Le Vent nous portera : émancipation féminine et bibliothèque itinérante

FICTION HISTORIQUE — La bibliographie de Jojo Moyes n’en finit pas de s’étoffer ! Après avoir découvert Une douce odeur de pluie et Après tout, nous nous plongeons aujourd’hui dans Le Vent nous portera, un roman historique sur l’émancipation des femmes et les bibliothèques itinérantes.

1937. Alice Wright, issue d’une famille de la bonne société, s’ennuie ferme dans l’Angleterre un peu guindée de l’entre-deux guerres. Cloîtrée à la maison malgré elle, la jeune fille a soif d’aventures. Alors quand Bennett Van Cleve, un jeune et fringant américain, apparaît dans sa vie, elle n’hésite pas une seconde à le suivre outre-Atlantique jusque dans le Kentucky pour l’épouser. Mais Alice réalise bien vite qu’elle a quitté une prison pour une autre : entièrement dominé par son père, Bennett n’est qu’un simulacre de mari, qui ne pense de toutes manières qu’à lui et aux qu’en-dira-t-on. Jusqu’au jour où elle rejoint le projet local d’une bibliothèque itinérante, porté à bouts de bras par Margery O’Hare, une femme d’une sacrée trempe pour l’époque, qui n’a peur de rien ni de personne et qui refuse le mariage.

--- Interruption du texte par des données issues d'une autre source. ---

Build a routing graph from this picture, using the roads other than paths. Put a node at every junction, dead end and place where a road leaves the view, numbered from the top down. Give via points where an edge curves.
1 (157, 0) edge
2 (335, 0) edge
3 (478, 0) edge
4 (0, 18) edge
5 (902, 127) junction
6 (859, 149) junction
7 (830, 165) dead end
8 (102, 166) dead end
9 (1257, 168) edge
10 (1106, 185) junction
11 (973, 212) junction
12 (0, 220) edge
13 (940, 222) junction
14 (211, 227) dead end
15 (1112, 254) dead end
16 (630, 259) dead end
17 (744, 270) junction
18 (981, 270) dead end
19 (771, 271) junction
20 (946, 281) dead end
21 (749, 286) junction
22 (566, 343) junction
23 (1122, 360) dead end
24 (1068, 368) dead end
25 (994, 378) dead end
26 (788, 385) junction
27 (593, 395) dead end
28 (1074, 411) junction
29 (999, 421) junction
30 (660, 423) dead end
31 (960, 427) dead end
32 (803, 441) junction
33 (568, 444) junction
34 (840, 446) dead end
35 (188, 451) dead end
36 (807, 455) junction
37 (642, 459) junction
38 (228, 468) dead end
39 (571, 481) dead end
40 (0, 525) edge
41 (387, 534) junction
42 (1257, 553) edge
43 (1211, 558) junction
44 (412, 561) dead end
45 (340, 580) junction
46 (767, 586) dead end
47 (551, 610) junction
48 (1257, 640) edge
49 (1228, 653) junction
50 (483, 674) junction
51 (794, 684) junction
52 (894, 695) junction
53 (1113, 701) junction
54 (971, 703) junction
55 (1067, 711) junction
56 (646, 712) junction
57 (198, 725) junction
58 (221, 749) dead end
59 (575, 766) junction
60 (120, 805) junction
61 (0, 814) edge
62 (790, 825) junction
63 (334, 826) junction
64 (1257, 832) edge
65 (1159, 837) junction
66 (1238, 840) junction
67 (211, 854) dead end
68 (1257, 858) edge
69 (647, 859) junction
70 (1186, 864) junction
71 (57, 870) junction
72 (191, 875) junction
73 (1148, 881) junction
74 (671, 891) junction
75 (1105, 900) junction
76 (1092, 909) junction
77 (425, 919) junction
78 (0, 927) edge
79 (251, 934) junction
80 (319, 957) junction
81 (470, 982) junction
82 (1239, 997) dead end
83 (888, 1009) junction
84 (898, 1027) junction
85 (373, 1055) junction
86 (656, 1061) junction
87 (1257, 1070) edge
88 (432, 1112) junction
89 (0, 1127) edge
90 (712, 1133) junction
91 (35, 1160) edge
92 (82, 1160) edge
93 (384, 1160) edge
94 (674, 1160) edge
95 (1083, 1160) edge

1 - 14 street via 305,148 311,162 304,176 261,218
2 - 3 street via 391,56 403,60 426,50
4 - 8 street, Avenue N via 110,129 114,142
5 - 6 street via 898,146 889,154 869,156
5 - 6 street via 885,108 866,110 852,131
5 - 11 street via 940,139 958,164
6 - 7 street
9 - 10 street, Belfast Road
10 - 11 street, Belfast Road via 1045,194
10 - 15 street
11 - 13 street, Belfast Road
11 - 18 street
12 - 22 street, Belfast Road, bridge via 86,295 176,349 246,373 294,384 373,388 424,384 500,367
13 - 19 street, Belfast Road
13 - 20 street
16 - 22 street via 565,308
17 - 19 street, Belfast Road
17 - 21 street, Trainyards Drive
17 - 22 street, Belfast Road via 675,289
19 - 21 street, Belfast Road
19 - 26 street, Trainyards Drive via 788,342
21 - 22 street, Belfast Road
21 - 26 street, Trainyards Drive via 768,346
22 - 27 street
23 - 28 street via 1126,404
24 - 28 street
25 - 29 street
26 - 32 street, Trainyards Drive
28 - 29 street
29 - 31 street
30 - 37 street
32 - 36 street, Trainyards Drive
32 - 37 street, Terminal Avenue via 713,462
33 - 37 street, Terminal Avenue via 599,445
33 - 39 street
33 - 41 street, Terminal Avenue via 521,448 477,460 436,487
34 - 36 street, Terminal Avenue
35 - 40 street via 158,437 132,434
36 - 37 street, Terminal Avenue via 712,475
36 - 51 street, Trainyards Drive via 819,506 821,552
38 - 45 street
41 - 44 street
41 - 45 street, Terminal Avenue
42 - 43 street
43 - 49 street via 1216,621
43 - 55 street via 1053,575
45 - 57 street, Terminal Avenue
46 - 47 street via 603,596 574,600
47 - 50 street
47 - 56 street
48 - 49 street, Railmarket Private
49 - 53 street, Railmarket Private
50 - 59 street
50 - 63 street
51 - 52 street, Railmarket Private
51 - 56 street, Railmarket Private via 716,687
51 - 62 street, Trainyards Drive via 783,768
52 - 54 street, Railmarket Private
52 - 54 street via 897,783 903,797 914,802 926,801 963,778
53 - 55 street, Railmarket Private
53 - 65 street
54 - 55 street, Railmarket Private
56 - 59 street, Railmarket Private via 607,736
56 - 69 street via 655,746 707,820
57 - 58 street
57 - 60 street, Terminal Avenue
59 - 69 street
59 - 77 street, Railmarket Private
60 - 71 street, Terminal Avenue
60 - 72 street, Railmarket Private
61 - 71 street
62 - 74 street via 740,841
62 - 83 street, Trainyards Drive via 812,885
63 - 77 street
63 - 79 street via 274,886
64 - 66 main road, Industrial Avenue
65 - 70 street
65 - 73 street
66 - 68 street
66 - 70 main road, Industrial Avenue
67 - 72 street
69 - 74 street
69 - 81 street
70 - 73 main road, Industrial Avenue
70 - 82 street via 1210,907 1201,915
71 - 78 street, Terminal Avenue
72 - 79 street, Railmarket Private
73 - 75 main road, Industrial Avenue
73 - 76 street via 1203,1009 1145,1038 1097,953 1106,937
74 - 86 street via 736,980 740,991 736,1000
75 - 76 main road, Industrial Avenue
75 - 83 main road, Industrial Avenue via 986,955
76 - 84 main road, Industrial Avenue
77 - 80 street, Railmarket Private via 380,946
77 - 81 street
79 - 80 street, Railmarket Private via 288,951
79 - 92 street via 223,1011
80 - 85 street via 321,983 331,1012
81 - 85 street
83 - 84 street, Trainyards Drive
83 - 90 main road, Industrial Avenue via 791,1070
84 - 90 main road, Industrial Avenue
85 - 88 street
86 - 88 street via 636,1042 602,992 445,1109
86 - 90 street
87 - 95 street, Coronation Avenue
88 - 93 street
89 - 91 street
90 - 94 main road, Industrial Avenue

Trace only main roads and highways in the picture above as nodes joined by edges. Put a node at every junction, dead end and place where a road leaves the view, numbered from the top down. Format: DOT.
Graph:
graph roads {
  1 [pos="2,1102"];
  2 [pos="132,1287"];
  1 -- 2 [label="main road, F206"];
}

Avec Izzy et Beth, elles vont alors sillonner à cheval les routes, les chemins et les montagnes du Kentucky pour apporter un peu de lecture aux habitants, même des coins les plus reculés. Et il faudra bien du courage à ces femmes pour accomplir leur mission.

Jojo Moyes s’est inspirée du « Pack Horse Library Project », un projet lancé par Eleanor Roosevelt où des bibliothécaires — en très grande majorité des femmes — furent chargées d’amener des livres, des albums et des magazines aux personnes les plus démunies, afin de lutter contre l’illettrisme. Ces femmes ont non seulement apporté des lectures dans les contrées les plus isolées du Kentucky, mais aussi un lien avec le monde et une présence bienvenue. On voit ainsi Alice faire la lecture à un mineur blessé pour soulager sa douleur, ou apprivoiser à force de gentillesse un veuf devenu sauvageon à cause du chagrin. Ces femmes sont donc aux premières loges pour observer les terribles effets de la Grande Dépression sur la population la plus défavorisée. Pour mener à bien leur mission, Alice et ses collègues pouvaient parcourir jusqu’à 200 km à cheval par semaine et ce par tous les temps. Une belle leçon de vie !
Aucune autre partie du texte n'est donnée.